Tuesday, September 20, 2022

Triple Frontier (J.C. Chandor, 2019)

 













Cast: Ben Affleck, Oscar Isaac, Charlie Hunnam, Garrett Hedlund, Pedro Pascal, Adria Arjona. Screenplay: Mark Boal, J.C. Chandor. Cinematography: Roman Vasyanov. Production design: Greg Berry. Film editing: Ron Patane. Music: Disasterpeace. 

Mark Boal’s screenplay for Triple Frontier was kicked around for several years before it was finally made. Originally planned to be directed by Kathryn Bigelow, who directed Boal’s Oscar-winning The Hurt Locker and Oscar-nominated Zero Dark Thirty scripts, it was going to star Tom Hanks and Johnny Depp. When that fell through, other directors and other stars were talked about, including Channing Tatum, Mark Wahlberg, Will Smith, and Mahershala Ali. That it wound up starring Ben Affleck, Oscar Isaac, Charlie Hunnam, Garrett Hedlund, and Pedro Pascal is a pretty good indication that filmmakers now have a solid roster of male actors to call on. All that cast shuffling and script massaging may have taken a little toll on the final product, which is a pretty good movie that doesn’t quite have the kinetic charge it needs. The story is about five veterans of the Special Forces who get together to assassinate a South American drug lord and steal the millions he has stashed away. The triple frontier of the title is the Tres Fronteras area where Brazil, Peru, and Colombia come together. The five men have all fallen on hard times after leaving the military. Affleck’s character, nicknamed “Redfly,” the former leader of the group, is trying to make a living selling real estate and struggling with a failed marriage. “Ironhead” (Hunnam) ekes out a living making motivational speeches to new recruits. His brother, Ben (Hedlund), gets a battering as a cage fighter. “Catfish” (Pascal) is a pilot whose license has been suspended because the plane he was hired to fly was loaded with cocaine. Only “Pope” (Isaac) still has military ties: He’s a hired gun for law enforcement organizations.
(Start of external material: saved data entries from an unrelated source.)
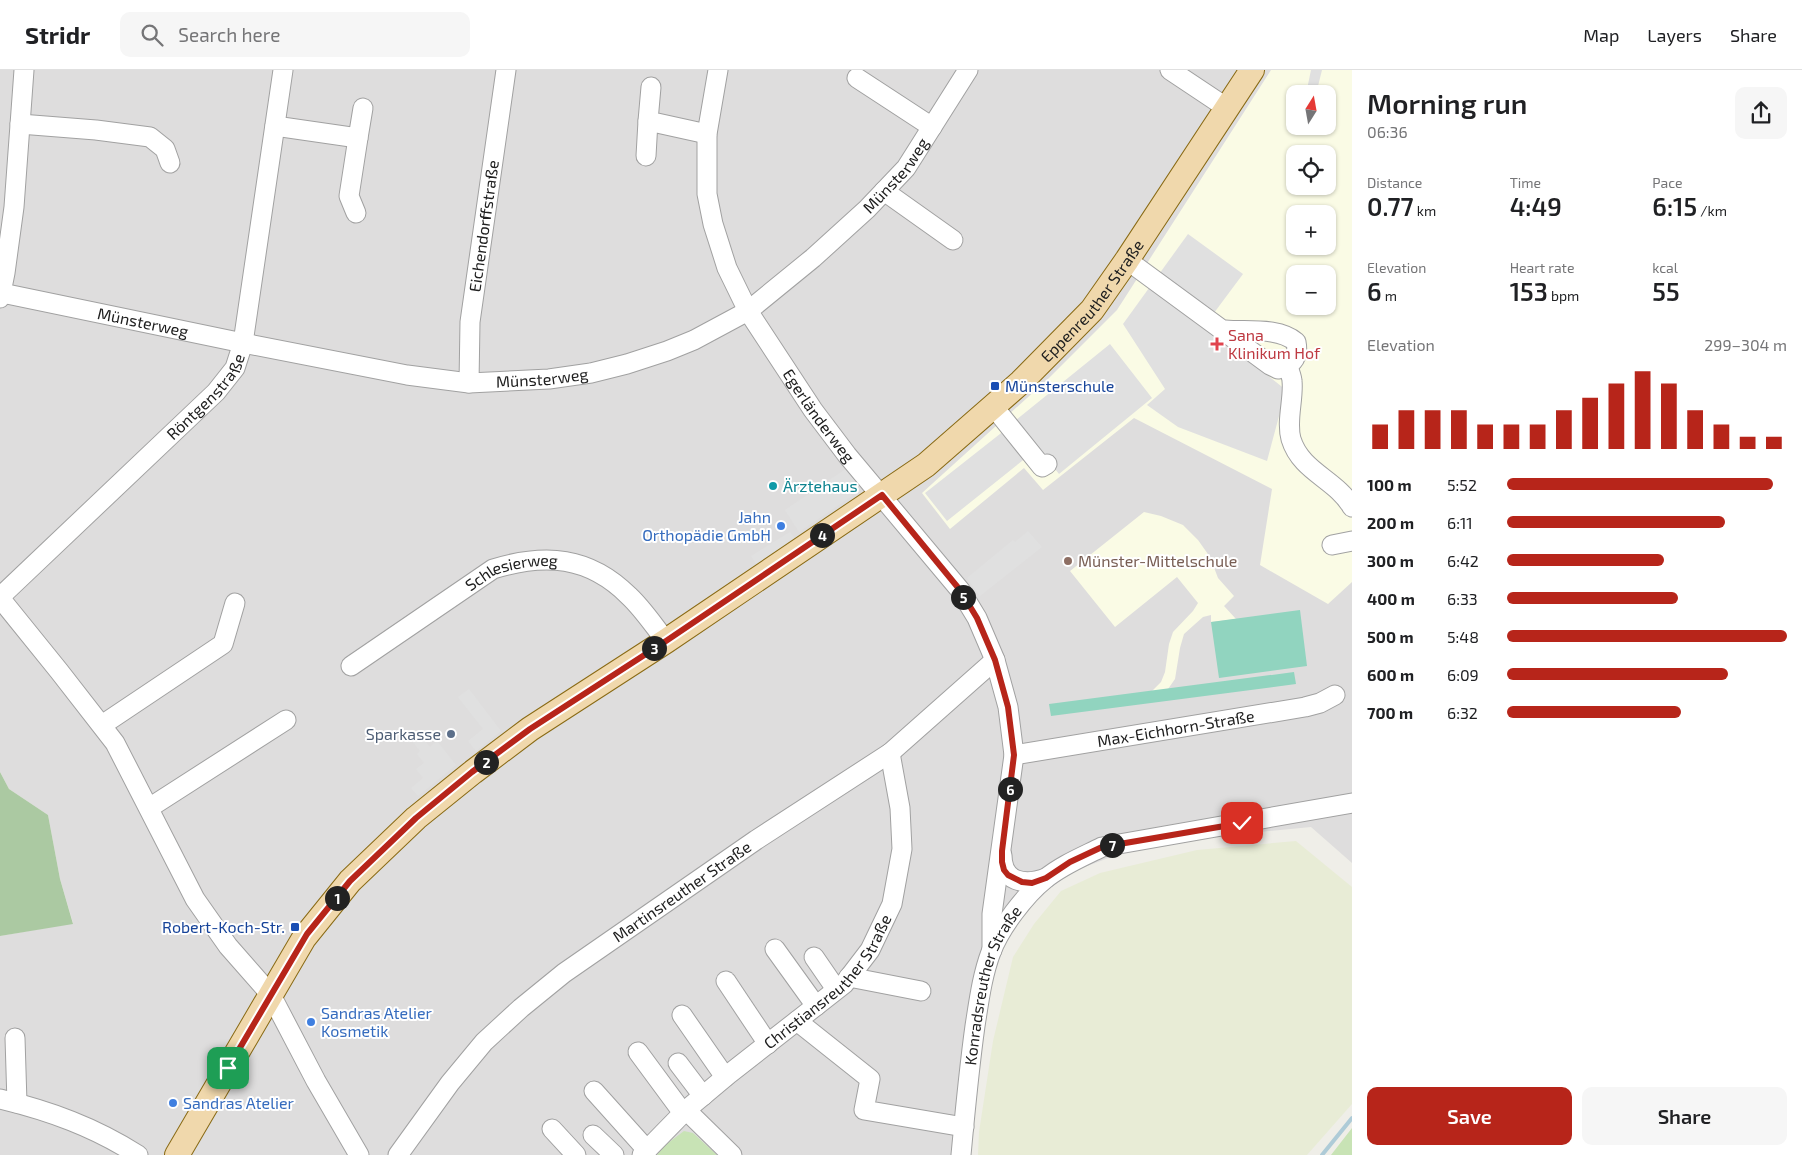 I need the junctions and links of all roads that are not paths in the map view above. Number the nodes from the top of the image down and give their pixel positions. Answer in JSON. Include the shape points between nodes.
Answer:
{"nodes":[{"id":1,"x":24,"y":70,"type":"edge"},
{"id":2,"x":283,"y":70,"type":"edge"},
{"id":3,"x":506,"y":70,"type":"edge"},
{"id":4,"x":718,"y":70,"type":"edge"},
{"id":5,"x":968,"y":70,"type":"edge"},
{"id":6,"x":1170,"y":70,"type":"edge"},
{"id":7,"x":1252,"y":70,"type":"edge"},
{"id":8,"x":857,"y":78,"type":"dead end"},
{"id":9,"x":650,"y":87,"type":"dead end"},
{"id":10,"x":362,"y":108,"type":"dead end"},
{"id":11,"x":1227,"y":108,"type":"junction"},
{"id":12,"x":648,"y":121,"type":"junction"},
{"id":13,"x":20,"y":124,"type":"junction"},
{"id":14,"x":275,"y":126,"type":"junction"},
{"id":15,"x":932,"y":126,"type":"junction"},
{"id":16,"x":707,"y":134,"type":"junction"},
{"id":17,"x":358,"y":138,"type":"junction"},
{"id":18,"x":646,"y":156,"type":"dead end"},
{"id":19,"x":170,"y":163,"type":"dead end"},
{"id":20,"x":884,"y":192,"type":"junction"},
{"id":21,"x":356,"y":213,"type":"dead end"},
{"id":22,"x":954,"y":240,"type":"dead end"},
{"id":23,"x":1127,"y":260,"type":"junction"},
{"id":24,"x":1,"y":296,"type":"edge"},
{"id":25,"x":748,"y":311,"type":"junction"},
{"id":26,"x":1225,"y":330,"type":"junction"},
{"id":27,"x":243,"y":343,"type":"junction"},
{"id":28,"x":1288,"y":366,"type":"junction"},
{"id":29,"x":468,"y":383,"type":"junction"},
{"id":30,"x":993,"y":406,"type":"junction"},
{"id":31,"x":1047,"y":464,"type":"dead end"},
{"id":32,"x":882,"y":495,"type":"junction"},
{"id":33,"x":1352,"y":507,"type":"edge"},
{"id":34,"x":1352,"y":541,"type":"edge"},
{"id":35,"x":1332,"y":545,"type":"dead end"},
{"id":36,"x":0,"y":598,"type":"edge"},
{"id":37,"x":234,"y":603,"type":"dead end"},
{"id":38,"x":666,"y":641,"type":"junction"},
{"id":39,"x":995,"y":660,"type":"junction"},
{"id":40,"x":351,"y":666,"type":"dead end"},
{"id":41,"x":1335,"y":695,"type":"dead end"},
{"id":42,"x":286,"y":720,"type":"dead end"},
{"id":43,"x":102,"y":725,"type":"junction"},
{"id":44,"x":890,"y":753,"type":"junction"},
{"id":45,"x":1014,"y":755,"type":"junction"},
{"id":46,"x":1352,"y":803,"type":"edge"},
{"id":47,"x":149,"y":808,"type":"junction"},
{"id":48,"x":1002,"y":851,"type":"junction"},
{"id":49,"x":1046,"y":878,"type":"junction"},
{"id":50,"x":775,"y":949,"type":"dead end"},
{"id":51,"x":992,"y":950,"type":"junction"},
{"id":52,"x":814,"y":957,"type":"dead end"},
{"id":53,"x":726,"y":981,"type":"dead end"},
{"id":54,"x":843,"y":983,"type":"junction"},
{"id":55,"x":921,"y":991,"type":"dead end"},
{"id":56,"x":270,"y":995,"type":"junction"},
{"id":57,"x":816,"y":1006,"type":"junction"},
{"id":58,"x":682,"y":1015,"type":"dead end"},
{"id":59,"x":797,"y":1021,"type":"junction"},
{"id":60,"x":15,"y":1038,"type":"dead end"},
{"id":61,"x":768,"y":1044,"type":"junction"},
{"id":62,"x":638,"y":1052,"type":"dead end"},
{"id":63,"x":678,"y":1063,"type":"dead end"},
{"id":64,"x":725,"y":1077,"type":"junction"},
{"id":65,"x":594,"y":1091,"type":"dead end"},
{"id":66,"x":703,"y":1096,"type":"junction"},
{"id":67,"x":8,"y":1101,"type":"edge"},
{"id":68,"x":684,"y":1112,"type":"junction"},
{"id":69,"x":964,"y":1127,"type":"junction"},
{"id":70,"x":552,"y":1130,"type":"dead end"},
{"id":71,"x":594,"y":1135,"type":"dead end"},
{"id":72,"x":644,"y":1152,"type":"edge"},
{"id":73,"x":138,"y":1155,"type":"edge"},
{"id":74,"x":177,"y":1155,"type":"edge"},
{"id":75,"x":359,"y":1155,"type":"edge"},
{"id":76,"x":398,"y":1155,"type":"edge"},
{"id":77,"x":576,"y":1155,"type":"edge"},
{"id":78,"x":614,"y":1155,"type":"edge"},
{"id":79,"x":732,"y":1155,"type":"edge"},
{"id":80,"x":961,"y":1155,"type":"edge"}],
"edges":[{"from":1,"to":13,"type":"street"},
{"from":2,"to":14,"type":"street","name":"Röntgenstraße"},
{"from":3,"to":29,"type":"street","name":"Eichendorffstraße","via":[[470,322]]},
{"from":4,"to":16,"type":"street","name":"Egerländerweg"},
{"from":5,"to":15,"type":"street","name":"Münsterweg"},
{"from":6,"to":11,"type":"street"},
{"from":7,"to":11,"type":"main road","name":"Eppenreuther Straße"},
{"from":8,"to":15,"type":"street"},
{"from":9,"to":12,"type":"street"},
{"from":10,"to":17,"type":"street"},
{"from":11,"to":23,"type":"main road","name":"Eppenreuther Straße"},
{"from":12,"to":16,"type":"street"},
{"from":12,"to":18,"type":"street"},
{"from":13,"to":19,"type":"street","via":[[150,137],[165,149]]},
{"from":13,"to":24,"type":"street","via":[[14,207]]},
{"from":14,"to":17,"type":"street"},
{"from":14,"to":27,"type":"street","name":"Röntgenstraße"},
{"from":15,"to":20,"type":"street","name":"Münsterweg","via":[[906,168]]},
{"from":16,"to":25,"type":"street","name":"Egerländerweg","via":[[707,194],[713,224],[727,268]]},
{"from":17,"to":21,"type":"street","via":[[349,196]]},
{"from":20,"to":22,"type":"street"},
{"from":20,"to":25,"type":"street","name":"Münsterweg","via":[[813,258]]},
{"from":23,"to":26,"type":"street"},
{"from":23,"to":30,"type":"main road","name":"Eppenreuther Straße","via":[[1092,310]]},
{"from":24,"to":27,"type":"street","name":"Münsterweg"},
{"from":25,"to":29,"type":"street","name":"Münsterweg","via":[[694,340],[627,364],[549,379]]},
{"from":25,"to":32,"type":"street","name":"Egerländerweg","via":[[813,410]]},
{"from":26,"to":28,"type":"street","via":[[1278,370]]},
{"from":26,"to":28,"type":"street","via":[[1287,335],[1296,342],[1297,351],[1294,361]]},
{"from":27,"to":29,"type":"street","name":"Münsterweg","via":[[407,375]]},
{"from":27,"to":36,"type":"street","name":"Röntgenstraße","via":[[235,368],[216,392]]},
{"from":28,"to":33,"type":"street","via":[[1292,381],[1291,438],[1302,461],[1346,497]]},
{"from":30,"to":31,"type":"street","via":[[1042,467]]},
{"from":30,"to":32,"type":"main road","name":"Eppenreuther Straße","via":[[926,465]]},
{"from":32,"to":38,"type":"main road","name":"Eppenreuther Straße"},
{"from":32,"to":39,"type":"street","name":"Egerländerweg","via":[[960,590],[977,618]]},
{"from":34,"to":35,"type":"street"},
{"from":36,"to":43,"type":"street"},
{"from":37,"to":43,"type":"street","via":[[223,644]]},
{"from":38,"to":40,"type":"street","name":"Schlesierweg","via":[[629,596],[608,578],[570,561],[546,559],[516,562],[493,569]]},
{"from":38,"to":56,"type":"main road","name":"Eppenreuther Straße","via":[[530,729],[416,818],[350,881],[307,934]]},
{"from":39,"to":44,"type":"street","name":"Martinsreuther Straße"},
{"from":39,"to":45,"type":"street","name":"Egerländerweg","via":[[1008,707]]},
{"from":41,"to":45,"type":"street","name":"Max-Eichhorn-Straße","via":[[1305,708]]},
{"from":42,"to":47,"type":"street"},
{"from":43,"to":47,"type":"street"},
{"from":44,"to":54,"type":"street","name":"Christiansreuther Straße","via":[[901,825],[902,849],[897,881],[882,928],[870,950]]},
{"from":44,"to":76,"type":"street","name":"Martinsreuther Straße","via":[[756,840],[564,973],[484,1042]]},
{"from":45,"to":48,"type":"street","name":"Egerländerweg"},
{"from":46,"to":49,"type":"street","name":"Konradsreuther Straße","via":[[1102,847]]},
{"from":47,"to":56,"type":"street","via":[[195,899],[228,946]]},
{"from":48,"to":49,"type":"street","name":"Egerländerweg","via":[[1004,870],[1014,879],[1032,883]]},
{"from":48,"to":51,"type":"street","name":"Egerländerweg","via":[[992,914]]},
{"from":49,"to":51,"type":"street","name":"Konradsreuther Straße","via":[[1010,919]]},
{"from":50,"to":57,"type":"street"},
{"from":51,"to":69,"type":"street","name":"Konradsreuther Straße","via":[[982,981]]},
{"from":52,"to":54,"type":"street"},
{"from":53,"to":61,"type":"street"},
{"from":54,"to":55,"type":"street"},
{"from":54,"to":57,"type":"street","name":"Christiansreuther Straße"},
{"from":56,"to":74,"type":"main road","name":"Eppenreuther Straße"},
{"from":56,"to":75,"type":"street"},
{"from":57,"to":59,"type":"street","name":"Christiansreuther Straße"},
{"from":58,"to":64,"type":"street"},
{"from":59,"to":61,"type":"street","name":"Christiansreuther Straße"},
{"from":59,"to":69,"type":"street","via":[[870,1079],[864,1110]]},
{"from":60,"to":67,"type":"street"},
{"from":61,"to":64,"type":"street","name":"Christiansreuther Straße"},
{"from":62,"to":68,"type":"street"},
{"from":63,"to":66,"type":"street"},
{"from":64,"to":66,"type":"street","name":"Christiansreuther Straße"},
{"from":65,"to":72,"type":"street"},
{"from":66,"to":68,"type":"street","name":"Christiansreuther Straße"},
{"from":67,"to":73,"type":"street","via":[[57,1114],[107,1136]]},
{"from":68,"to":72,"type":"street","name":"Christiansreuther Straße"},
{"from":68,"to":79,"type":"street"},
{"from":69,"to":80,"type":"street","name":"Konradsreuther Straße"},
{"from":70,"to":77,"type":"street"},
{"from":71,"to":78,"type":"street"}]}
With such varied backstories, the characters in Triple Frontier ought to be more involving, especially when their plan initially succeeds but then falls apart in a grueling attempt to haul the cash they scavenge across the Andes to their escape vessel. There are echoes of much better movies in this one, such as The Wages of Fear (Henri-Georges Clouzot, 1953) and The Treasure of the Sierra Madre (John Huston, 1948). But Triple Frontier, despite the hard work of its fine cast, seems muddled – and even, dare I say, muddied by the gloomycam cinematography.